» **What you will do**
Could you find each line of the data below that contains the word "Granrud" and copy those lines?

Stored data entries
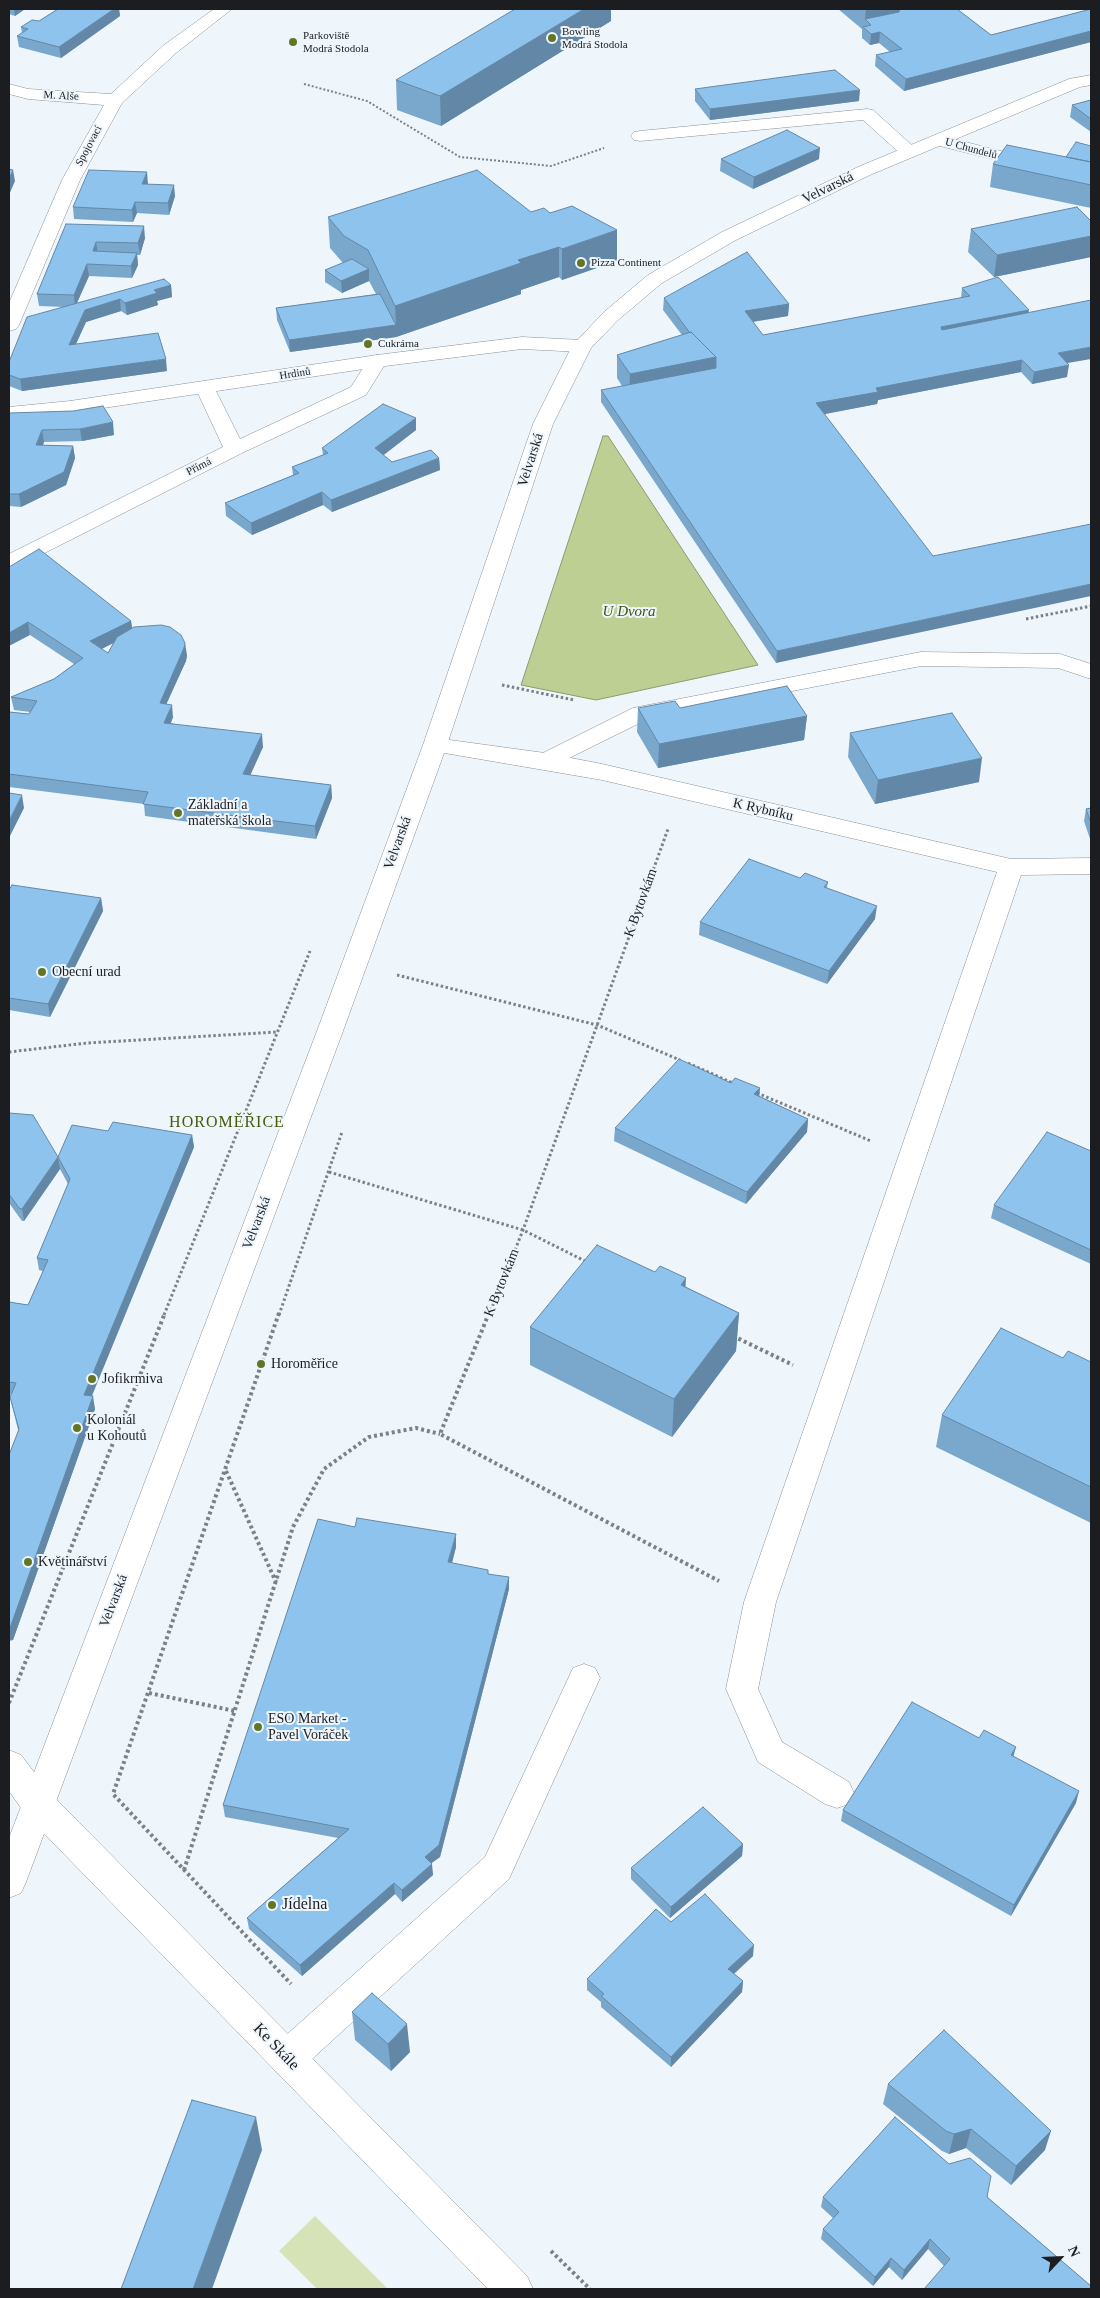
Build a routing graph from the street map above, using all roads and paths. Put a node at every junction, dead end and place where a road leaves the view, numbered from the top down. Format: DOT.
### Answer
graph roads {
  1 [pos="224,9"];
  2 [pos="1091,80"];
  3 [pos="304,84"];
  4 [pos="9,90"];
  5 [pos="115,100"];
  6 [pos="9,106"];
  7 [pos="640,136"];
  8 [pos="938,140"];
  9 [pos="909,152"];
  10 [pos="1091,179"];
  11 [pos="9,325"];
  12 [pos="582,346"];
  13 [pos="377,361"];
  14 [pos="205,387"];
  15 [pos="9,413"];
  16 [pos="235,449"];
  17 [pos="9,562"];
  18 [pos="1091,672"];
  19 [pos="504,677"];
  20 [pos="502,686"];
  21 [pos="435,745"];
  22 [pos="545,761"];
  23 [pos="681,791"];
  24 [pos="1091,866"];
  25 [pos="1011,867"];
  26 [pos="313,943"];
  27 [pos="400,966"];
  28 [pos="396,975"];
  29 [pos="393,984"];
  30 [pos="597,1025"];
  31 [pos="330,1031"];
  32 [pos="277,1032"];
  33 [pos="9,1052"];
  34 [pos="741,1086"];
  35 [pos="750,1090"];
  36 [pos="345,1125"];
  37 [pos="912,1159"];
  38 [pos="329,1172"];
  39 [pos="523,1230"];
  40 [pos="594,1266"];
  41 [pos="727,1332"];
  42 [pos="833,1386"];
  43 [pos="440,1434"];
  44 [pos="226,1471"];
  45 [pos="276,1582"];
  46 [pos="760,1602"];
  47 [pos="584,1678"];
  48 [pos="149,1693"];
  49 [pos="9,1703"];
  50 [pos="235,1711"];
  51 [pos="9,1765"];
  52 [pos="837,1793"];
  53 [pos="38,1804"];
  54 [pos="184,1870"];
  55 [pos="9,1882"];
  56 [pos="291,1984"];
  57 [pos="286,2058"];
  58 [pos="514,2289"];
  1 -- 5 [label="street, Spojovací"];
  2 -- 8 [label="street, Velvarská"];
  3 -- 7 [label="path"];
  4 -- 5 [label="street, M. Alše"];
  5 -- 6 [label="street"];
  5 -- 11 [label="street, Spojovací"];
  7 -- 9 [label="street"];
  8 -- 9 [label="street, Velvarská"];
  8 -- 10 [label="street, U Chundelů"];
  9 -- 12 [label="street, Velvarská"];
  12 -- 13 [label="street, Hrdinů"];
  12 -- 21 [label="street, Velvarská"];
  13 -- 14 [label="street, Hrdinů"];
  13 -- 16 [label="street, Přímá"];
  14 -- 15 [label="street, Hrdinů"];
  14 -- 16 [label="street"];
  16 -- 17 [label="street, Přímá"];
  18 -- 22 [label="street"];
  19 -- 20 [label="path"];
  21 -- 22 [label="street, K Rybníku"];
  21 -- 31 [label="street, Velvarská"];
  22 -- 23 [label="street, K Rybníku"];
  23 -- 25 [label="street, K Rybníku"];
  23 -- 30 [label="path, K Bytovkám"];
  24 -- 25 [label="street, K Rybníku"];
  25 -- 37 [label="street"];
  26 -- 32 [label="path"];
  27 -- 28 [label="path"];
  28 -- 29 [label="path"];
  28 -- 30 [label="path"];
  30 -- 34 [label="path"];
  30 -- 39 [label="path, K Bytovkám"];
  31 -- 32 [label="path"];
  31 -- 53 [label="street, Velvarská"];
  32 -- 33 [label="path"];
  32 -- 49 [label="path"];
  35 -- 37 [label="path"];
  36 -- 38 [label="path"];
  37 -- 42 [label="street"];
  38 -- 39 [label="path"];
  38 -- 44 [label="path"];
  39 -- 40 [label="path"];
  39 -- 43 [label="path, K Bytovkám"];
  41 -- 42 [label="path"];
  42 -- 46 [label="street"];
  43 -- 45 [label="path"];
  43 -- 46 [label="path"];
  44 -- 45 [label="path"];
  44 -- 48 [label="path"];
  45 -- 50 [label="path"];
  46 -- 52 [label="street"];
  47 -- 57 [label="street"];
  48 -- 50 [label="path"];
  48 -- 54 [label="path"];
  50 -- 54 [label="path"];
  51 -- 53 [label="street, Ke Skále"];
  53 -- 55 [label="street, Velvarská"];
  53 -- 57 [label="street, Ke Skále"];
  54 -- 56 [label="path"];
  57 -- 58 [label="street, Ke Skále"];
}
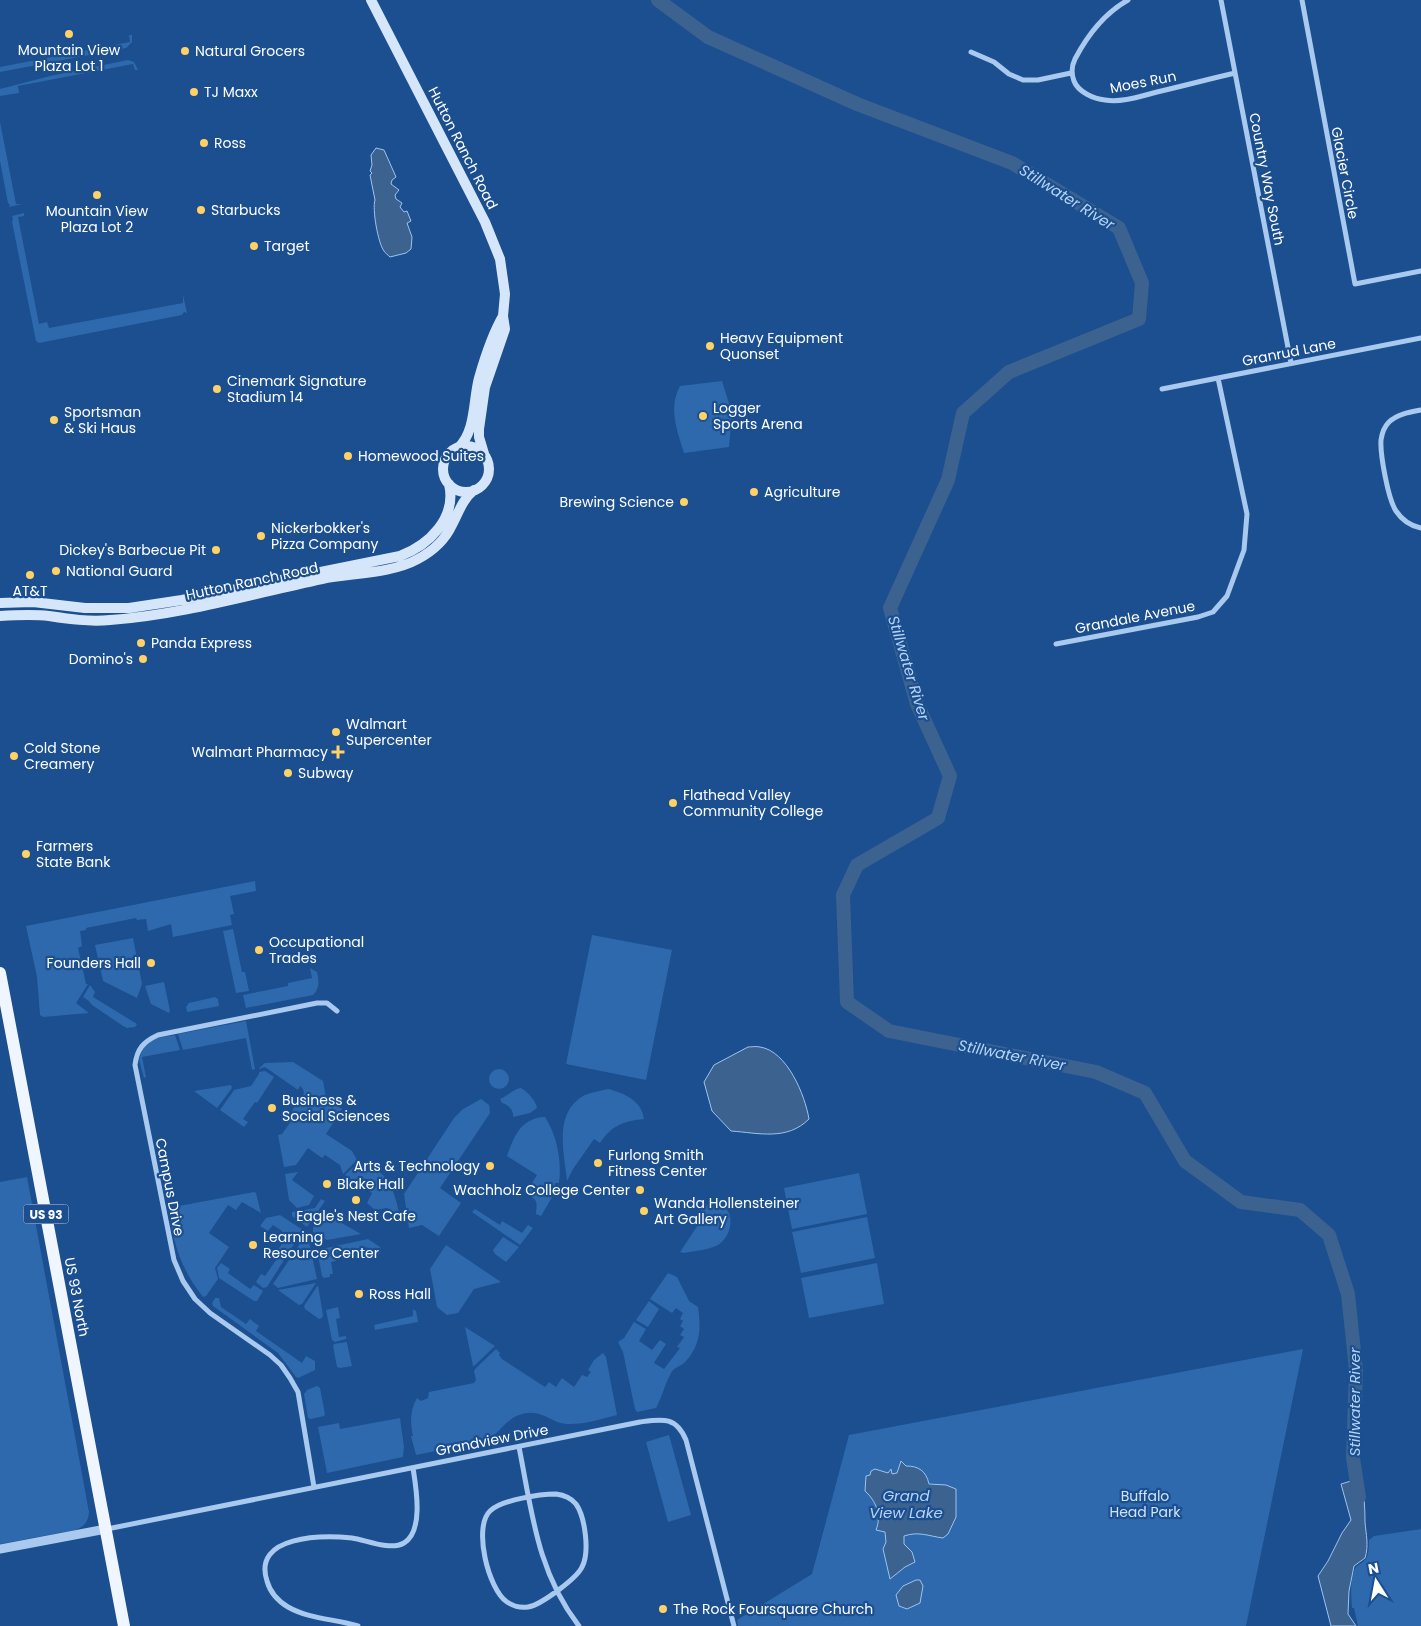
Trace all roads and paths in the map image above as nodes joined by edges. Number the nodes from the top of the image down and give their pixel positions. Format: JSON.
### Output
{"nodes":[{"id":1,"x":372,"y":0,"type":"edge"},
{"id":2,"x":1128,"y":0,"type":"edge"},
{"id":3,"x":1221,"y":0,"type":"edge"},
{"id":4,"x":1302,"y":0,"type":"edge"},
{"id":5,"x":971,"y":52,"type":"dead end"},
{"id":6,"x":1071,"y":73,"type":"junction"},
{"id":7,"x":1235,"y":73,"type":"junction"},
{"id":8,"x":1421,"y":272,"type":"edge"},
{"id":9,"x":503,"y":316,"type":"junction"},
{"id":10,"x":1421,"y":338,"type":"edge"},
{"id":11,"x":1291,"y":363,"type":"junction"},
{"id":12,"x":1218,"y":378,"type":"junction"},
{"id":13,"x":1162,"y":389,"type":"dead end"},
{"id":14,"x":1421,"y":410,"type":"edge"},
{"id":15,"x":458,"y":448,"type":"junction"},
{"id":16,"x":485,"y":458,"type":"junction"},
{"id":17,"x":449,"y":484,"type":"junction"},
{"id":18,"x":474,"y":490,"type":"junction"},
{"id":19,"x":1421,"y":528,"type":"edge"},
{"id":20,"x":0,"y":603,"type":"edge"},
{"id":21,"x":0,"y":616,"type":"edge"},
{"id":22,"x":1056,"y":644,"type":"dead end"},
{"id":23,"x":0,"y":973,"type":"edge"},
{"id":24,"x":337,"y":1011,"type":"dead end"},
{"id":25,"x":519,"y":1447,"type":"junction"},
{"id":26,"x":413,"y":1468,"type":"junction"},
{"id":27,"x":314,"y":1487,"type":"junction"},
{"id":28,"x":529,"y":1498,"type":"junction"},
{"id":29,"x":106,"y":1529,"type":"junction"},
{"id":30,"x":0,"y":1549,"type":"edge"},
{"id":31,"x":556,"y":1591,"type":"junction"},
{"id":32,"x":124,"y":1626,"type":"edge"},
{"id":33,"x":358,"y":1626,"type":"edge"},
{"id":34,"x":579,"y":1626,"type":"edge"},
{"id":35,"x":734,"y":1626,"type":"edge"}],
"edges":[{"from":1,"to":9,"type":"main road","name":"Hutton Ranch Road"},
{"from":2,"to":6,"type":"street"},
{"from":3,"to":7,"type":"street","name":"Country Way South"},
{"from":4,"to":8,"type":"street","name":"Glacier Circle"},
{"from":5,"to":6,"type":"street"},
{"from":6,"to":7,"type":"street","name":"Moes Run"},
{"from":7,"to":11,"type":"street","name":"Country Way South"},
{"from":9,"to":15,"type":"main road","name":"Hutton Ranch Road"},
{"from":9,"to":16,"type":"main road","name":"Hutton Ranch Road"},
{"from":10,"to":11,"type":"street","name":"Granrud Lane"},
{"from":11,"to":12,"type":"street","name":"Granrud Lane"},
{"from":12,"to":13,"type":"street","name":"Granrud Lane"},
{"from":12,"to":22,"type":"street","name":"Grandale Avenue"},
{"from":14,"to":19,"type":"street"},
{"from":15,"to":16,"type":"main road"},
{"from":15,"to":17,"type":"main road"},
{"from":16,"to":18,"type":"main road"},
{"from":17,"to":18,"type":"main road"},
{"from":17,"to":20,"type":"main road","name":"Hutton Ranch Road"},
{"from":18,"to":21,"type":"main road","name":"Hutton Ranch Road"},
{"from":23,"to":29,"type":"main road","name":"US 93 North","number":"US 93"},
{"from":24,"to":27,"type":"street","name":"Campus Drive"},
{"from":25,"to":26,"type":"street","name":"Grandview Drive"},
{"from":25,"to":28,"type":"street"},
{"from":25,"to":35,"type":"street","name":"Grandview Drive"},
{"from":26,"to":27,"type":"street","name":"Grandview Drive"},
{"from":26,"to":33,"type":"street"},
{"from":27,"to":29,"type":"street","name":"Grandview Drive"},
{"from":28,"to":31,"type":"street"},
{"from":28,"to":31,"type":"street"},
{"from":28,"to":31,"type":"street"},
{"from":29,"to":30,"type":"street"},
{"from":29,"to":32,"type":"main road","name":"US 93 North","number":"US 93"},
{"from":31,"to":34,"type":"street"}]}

» **Output for this exercise**
{"from":10,"to":11,"type":"street","name":"Granrud Lane"},
{"from":11,"to":12,"type":"street","name":"Granrud Lane"},
{"from":12,"to":13,"type":"street","name":"Granrud Lane"},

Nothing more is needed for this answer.